The background image is a photo I took of tall birch trees silhouetted against an orange sunset, taken on the patio where we used to live in Argyll.

Back in the land of the living

image

The proper mobile phone has returned from its second unauthorised leave of repair absence, and has been reformatted and flashed with a custom ROM (Ultimate N7000 XXLT4 JellyBean 4.1.2 v6 for the Samsung Galaxy Note, no less) which seems to be a whole load faster than before. So to celebrate, have a quick photo of the (intentionally, honest) wildflower meadow section of the garden.

Yay, and verily hallelujah!

And now back to reinstalling and reconfiguring all the apps I used previously…

Foggy View

or not view, really:

Foggy View

 

That’s what it looks like out yonder at the moment. At least the damp grass looks quite pleasantly velvet-y and the distant wind turbines are well hidden in the fog.

Bird on a Wire

It had to be done:

"Bird on a Wire"

“Bird on a Wire”

 

A few days ago a contact on flickr observed I’d entitled a photo in a rather perfunctory fashion, `A Tree‘. The tree itself is relatively characterful, branches blown according to the prevailing wind direction into an exuberant tentacle-waving display; the work that went into the processing of that image was, as usual, significant: it’s a vertorama, the presets used for each image evolved for optimum image quality, the stitching took time, and a lot of time was spent choosing the filtering, black&white conversion and toning.

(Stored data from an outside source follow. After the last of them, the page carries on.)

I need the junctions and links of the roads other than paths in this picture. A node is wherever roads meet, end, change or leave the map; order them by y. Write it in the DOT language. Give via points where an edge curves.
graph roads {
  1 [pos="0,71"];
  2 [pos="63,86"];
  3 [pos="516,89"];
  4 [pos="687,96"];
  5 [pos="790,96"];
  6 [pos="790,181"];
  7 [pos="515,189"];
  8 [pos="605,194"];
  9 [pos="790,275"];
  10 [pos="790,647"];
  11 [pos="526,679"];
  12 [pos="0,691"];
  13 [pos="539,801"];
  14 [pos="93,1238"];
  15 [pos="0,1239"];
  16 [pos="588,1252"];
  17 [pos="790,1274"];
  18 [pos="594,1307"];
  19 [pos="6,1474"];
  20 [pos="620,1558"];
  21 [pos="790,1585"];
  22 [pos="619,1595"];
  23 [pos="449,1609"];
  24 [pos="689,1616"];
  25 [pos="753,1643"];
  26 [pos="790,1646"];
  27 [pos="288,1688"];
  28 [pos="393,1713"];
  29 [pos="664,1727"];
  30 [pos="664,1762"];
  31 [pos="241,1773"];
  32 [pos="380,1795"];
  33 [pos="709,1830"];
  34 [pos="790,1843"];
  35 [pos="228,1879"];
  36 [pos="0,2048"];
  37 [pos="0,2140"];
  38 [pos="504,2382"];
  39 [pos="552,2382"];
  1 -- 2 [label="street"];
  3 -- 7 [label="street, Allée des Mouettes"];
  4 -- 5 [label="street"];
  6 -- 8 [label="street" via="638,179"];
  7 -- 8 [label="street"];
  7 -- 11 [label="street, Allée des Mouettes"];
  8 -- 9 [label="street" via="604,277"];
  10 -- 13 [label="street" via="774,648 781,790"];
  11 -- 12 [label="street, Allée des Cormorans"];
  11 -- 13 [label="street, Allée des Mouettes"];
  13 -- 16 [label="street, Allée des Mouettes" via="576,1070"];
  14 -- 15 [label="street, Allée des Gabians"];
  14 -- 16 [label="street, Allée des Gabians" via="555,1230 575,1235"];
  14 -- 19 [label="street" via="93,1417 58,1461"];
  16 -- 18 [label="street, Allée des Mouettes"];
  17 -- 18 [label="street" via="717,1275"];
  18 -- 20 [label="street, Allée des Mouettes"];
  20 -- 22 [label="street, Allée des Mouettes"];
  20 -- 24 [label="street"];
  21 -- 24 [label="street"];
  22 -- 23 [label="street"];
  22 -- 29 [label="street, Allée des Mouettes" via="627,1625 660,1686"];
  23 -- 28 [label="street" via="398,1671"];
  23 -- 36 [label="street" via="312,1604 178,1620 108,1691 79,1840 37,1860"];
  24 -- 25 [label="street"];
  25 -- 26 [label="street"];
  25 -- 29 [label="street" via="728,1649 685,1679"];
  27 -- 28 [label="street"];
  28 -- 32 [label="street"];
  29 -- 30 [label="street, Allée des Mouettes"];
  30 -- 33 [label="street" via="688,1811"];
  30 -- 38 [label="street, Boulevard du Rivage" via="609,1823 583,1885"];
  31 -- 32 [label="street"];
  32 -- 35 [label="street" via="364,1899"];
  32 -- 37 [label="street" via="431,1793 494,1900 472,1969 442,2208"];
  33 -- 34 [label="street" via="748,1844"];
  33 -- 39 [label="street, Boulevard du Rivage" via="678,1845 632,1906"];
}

One thing I noticed about competitions in photography clubs is a distinct tendency for photos to be awarded higher marks according to the literality of their titles relative to their physical subject-matter. This was irksome at the time (as I’m currently “between clubs”), but on a little thought I’ve realised there are several styles of titling photos:

  • one layer of abstraction towards a concept: “dreich”
  • literal: “sparrow”, “buzzard”, “dandelion”
  • understated – perhaps textual / ideological minimalism parallel to the photographic aesthetic
  • cynical, throw-away or orthogonal (e.g. “Untitled” or using the camera’s sequence-numbered filename)
  • outright cliché

Some photos just fall straight into the latter category. No amount of grungy texture-blending processing is going to stop people seeing my photo of the day today and superstitiously muttering the incantation, “bird on a wire”; a Google image-search brings up an entire page full of similar images, differing mostly in the number of birds involved. Similarly, there’s something in the shared photographer psyche that instantly entitles any example of wabi-sabi as “seen better days”. Googling that is left as an exercise for the reader.

More to the point, if a photographer (or their editor) has sufficient lack of background story to entitle such a shot otherwise, should it have been taken except for the sake of adding to one’s collection?

I’m up to 7 birds on the wire now and they’ve changed into pigeons.